Por cierto, la confesión resulta muchas veces difícil y penosa; difícil
y penoso también es el arrepentimiento. A un incrédulo no le gusta tomar
semejante postura delante de Dios; desde luego, consentirá a veces y de buena
gana en escuchar himnos, pero le es sumamente difícil pasar de los versículos 3
y 4 del Salmo 32, al versículo 5; es decir confesar su falta. Para un creyente
que ha pecado, la dificultad viene a ser casi siempre la misma, pues el corazón
humano sigue siendo el mismo, y le cuesta trabajo confesar su falta con
rectitud, y arrepentirse. Para llegar a este resultado, debe ser ejercitada la
conciencia del culpable, y sólo Dios
puede obrar en ella.
Lo que acabamos de decir no significa que si el culpable no se humilla
ni arrepiente, el que haya sido perjudicado debe permanecer siempre en una
actitud indiferente, sin intentar alguna intervención oportuna. Adoptar dicha
actitud sería falta de caridad del mismo modo que el hecho de conceder un
perdón completo al culpable impenitente.
Bien es verdad que sólo Dios puede obrar en las almas;
sin embargo, en numerosos casos, Él se complace en valerse de Sus hijos como
instrumentos suyos. Nuestra incapacidad no ha de ser pretexto para que perdamos
de vista la responsabilidad que es nuestra en un servicio que nos incumbe. Este
servicio debemos llevarlo a cabo, no pretendiendo obrar nosotros mismos en el
corazón culpable, sino con la seguridad de que Dios mismo obrará, en “su”
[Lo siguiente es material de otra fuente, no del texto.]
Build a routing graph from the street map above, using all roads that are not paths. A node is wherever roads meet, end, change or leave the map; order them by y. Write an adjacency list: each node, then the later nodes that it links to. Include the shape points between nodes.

momento contestando así a la esperanza de la fe.
La caridad, de la cual debemos “revestirnos”
(Col. 2 3:14), llevará aquel que está dispuesto a perdonar, pero que todavía no
puede hacerlo, hacia el culpable cuya conciencia ha de ser ejercitada. Esta caridad
manifestada en la verdad, sabrá hacer mella en el corazón; obrara con
perseverancia, sin dejarse entibiar o desalentar por cuanto podría desanimarla,
y dicho servicio sólo terminará cuando el culpable, ganado por la poderosa
gracia divina, se arrepienta y confiesa su pecado con rectitud de corazón y
profunda humillación. Entonces, cuando Dios habrá obrado plenamente, los
resultados serán manifiestos, y el perdón podrá ser otorgado sin restricción ni
reserva alguna. Tanto en su medida,
como en su carácter, será verdaderamente un perdón según Dios.
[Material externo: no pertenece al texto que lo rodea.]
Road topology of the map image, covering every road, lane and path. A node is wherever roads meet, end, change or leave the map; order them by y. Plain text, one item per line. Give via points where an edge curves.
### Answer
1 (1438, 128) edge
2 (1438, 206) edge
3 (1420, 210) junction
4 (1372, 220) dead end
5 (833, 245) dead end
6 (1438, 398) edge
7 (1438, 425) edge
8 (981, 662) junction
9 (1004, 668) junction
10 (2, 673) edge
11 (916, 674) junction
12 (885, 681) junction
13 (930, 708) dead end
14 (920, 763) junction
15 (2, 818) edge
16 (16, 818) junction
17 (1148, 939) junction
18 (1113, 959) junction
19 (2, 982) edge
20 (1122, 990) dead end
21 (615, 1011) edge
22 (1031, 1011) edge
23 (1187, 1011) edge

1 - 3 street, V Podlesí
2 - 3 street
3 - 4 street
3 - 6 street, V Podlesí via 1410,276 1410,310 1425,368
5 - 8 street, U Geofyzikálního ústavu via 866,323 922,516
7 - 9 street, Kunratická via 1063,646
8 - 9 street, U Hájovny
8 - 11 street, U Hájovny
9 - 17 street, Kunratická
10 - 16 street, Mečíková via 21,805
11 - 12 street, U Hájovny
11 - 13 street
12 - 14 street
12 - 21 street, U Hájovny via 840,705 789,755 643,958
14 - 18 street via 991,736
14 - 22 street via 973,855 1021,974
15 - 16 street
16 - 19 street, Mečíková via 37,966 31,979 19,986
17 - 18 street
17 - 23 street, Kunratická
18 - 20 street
Si entendiéramos mejor estas enseñanzas, veríamos entre los creyentes un
feliz desenvolvimiento de las relaciones fraternales, que demasiadas veces, las
enturbian y muy pronto desaparecería las nubes y nubarrones.
Desgraciadamente, debemos confesar que faltamos a menudo en este
aspecto. Unas veces (y eso ocurre bastante a menudo) dejamos de ocuparnos de
disensiones o de faltas graves, evitando así en ambas partes los ejercicios y
las actividades a las cuales la Palabra de Dios nos exhorta. Otras veces, faltamos,
otorgando el perdón sin demora, sin procurar reproducir la confesión o el
arrepentimiento. Desde luego, eso resulta mucho más cómodo, pues no exige
ningún verdadero ejercicio de corazón, ninguna muestra de sincera solicitud,
pero es una actitud que estorba la restauración del culpable. En ambos casos,
hay pérdida para los interesados, como también para la asamblea. No lo
olvidemos, hermanos, y pidamos al Señor que nos ayude para poner en práctica
las enseñanzas de su bendita Palabra.